By Etienne Mainimo Mengnjo
The government of Cameroon, through the Ministry of the Economy, Planning and Regional Development (MINEPAT) and Standard Chartered Bank, has signed two loan agreements worth FCFA 51.8 billion for the modernisation of the Cameroon Development Corporation (CDC) processing units.
The agreement was signed in Yaounde on December 9 by Alamine Ousmane Mey, Minister of the Economy, Planning and Regional Development, and Nkposong Asuquo, the Director of Standard Chartered Bank for African Countries.
The loan will finance the supply and installation of modern palm oil, margarine, and rubber processing plants for the CDC as part of the corporation’s economic recovery plan. The financing includes a buyer’s credit of €71.7 million, guaranteed by BPI France, and a tied trade credit of €7.1 million, structured by Standard Chartered.
Execution of the project will be entrusted to the French company Tyllium and is scheduled to span 25 months. The Ministry of Agriculture and Rural Development will manage the project, with the CDC acting as the delegated project owner.
Beyond its financial significance, the project is a strategic lever for economic transformation, aligning with the National Development Strategy 2020-2030. It is expected to create thousands of direct and indirect jobs, facilitate local processing of agricultural raw materials produced by the CDC, reduce reliance on imports, and stimulate local and regional growth, particularly in the South-West Region.
During the signing ceremony, Minister Ousmane Mey stressed that the dual loan agreements aim to strengthen the CDC’s leadership in propelling Cameroon toward progress.
“The signing of these agreements today is the result of an effective partnership based on shared conviction, guided by the vision of President Paul Biya to make Cameroon an emerging country by 2035,” he said. “This vision is strongly supported by our partners in both the public and private sectors.”
He added that the support for the National Development Strategy (SND30) aims at structural economic transformation to foster strong, inclusive, and sustainable economic growth while creating decent jobs and reducing poverty.
“The ultimate goal is to ensure balanced and harmonious development across our territories. The role of SND30 is central in this regard,” he noted.
On his part, Nkposong Asuquo praised the Cameroonian government, stating that Standard Chartered Bank has partnered with the government for over 40 years in its economic and social agenda.
“In the last few years, we have provided more than €1.5 billion in financing to strategic development projects aligned with SND30. I am confident we will continue our support for the government and the people of Cameroon,” he said.
He expressed pride in the progress Cameroon has made over the past decade and reiterated the bank’s commitment to assisting the country in its development journey. Asuquo highlighted the significance of the CDC project in terms of agricultural milestones and projected benefits in national production and export capabilities.
A representative from the French Embassy in Cameroon noted that the project has been closely monitored since its inception. He stated it aims to achieve dual goals: enhancing local palm oil production to limit imports and supporting exports of rubber products for profit generation.
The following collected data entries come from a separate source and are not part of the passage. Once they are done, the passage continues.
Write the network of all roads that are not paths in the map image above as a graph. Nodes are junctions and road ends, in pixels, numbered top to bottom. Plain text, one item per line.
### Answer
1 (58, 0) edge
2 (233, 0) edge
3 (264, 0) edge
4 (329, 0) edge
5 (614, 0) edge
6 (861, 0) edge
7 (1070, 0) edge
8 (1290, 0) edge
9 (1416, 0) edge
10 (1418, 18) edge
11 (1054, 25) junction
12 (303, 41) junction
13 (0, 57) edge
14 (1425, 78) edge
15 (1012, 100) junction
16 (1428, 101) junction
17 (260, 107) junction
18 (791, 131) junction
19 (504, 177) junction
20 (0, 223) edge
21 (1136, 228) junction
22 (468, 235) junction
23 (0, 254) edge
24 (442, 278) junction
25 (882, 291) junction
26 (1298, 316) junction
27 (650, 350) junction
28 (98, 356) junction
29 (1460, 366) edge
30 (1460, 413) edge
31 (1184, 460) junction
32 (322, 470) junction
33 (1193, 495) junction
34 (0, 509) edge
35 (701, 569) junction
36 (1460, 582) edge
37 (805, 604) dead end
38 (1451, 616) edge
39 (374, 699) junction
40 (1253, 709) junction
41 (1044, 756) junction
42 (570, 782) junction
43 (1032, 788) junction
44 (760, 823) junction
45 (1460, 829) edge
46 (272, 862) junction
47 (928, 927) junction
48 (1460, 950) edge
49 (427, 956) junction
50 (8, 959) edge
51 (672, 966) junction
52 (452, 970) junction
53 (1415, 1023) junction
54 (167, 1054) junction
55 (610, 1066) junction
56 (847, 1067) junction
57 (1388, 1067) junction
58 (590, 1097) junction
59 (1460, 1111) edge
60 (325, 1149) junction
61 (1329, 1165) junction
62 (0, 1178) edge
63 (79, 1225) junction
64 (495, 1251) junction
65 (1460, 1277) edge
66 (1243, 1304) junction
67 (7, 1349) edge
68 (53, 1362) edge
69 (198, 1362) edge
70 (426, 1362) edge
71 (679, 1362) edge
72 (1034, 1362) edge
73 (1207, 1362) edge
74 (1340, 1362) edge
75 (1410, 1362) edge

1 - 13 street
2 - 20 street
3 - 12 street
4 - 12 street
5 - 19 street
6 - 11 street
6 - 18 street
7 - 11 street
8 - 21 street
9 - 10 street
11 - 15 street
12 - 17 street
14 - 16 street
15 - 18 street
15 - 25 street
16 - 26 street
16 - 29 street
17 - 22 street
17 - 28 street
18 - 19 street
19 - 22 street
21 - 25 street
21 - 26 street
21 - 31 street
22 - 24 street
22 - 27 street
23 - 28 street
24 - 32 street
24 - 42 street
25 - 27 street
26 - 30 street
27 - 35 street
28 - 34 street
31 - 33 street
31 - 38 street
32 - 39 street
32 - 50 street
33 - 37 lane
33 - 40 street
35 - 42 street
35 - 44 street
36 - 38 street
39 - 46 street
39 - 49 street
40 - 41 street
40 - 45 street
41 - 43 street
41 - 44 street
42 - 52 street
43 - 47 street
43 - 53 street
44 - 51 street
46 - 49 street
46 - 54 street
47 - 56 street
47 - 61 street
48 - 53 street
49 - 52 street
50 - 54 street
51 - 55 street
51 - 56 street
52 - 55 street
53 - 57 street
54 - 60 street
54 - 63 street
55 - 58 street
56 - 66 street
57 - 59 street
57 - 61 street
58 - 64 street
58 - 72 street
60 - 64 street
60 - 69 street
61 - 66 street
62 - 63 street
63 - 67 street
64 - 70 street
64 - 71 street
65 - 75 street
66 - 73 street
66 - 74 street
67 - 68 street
Franklin Ngoni Njie, CDC General Manager, hails the initiative as further testimony of the head of state’s commitment to rebuilding and modernising the corporation. “There is a firm decision that has been taken. This is a moment of joy, appreciation, and gratitude to the head of state for everything he is doing for this enterprise,” he said.
Bruno Schambacher, president of Tyllium, stated that the financing agreements represent several years of collaboration among various stakeholders in Cameroon.
“I thank all technical and financial partners, and the Republic of Cameroon, through its ministries and administrations, that have participated in implementing this financing facility,” he said. He added that the financing will fund the delivery of machinery and equipment for the two factories.
The signing ceremony follows a significant period of government support for the CDC aimed at resolving long-standing labour issues. By mid-September 2025, the government had disbursed 15.7 billion CFA francs to nearly 20,000 employees. This payment was part of a broader initiative to address the corporation’s accumulated social debt spanning from 2018 to 2022.
This most recent allocation followed an earlier disbursement of FCFA 20 billion francs in December 2024. Together, these payments were designed to settle a total debt estimated at FCFA 35.75 billion francs, providing much-needed financial stability to the workforce as the corporation begins its modernisation phase.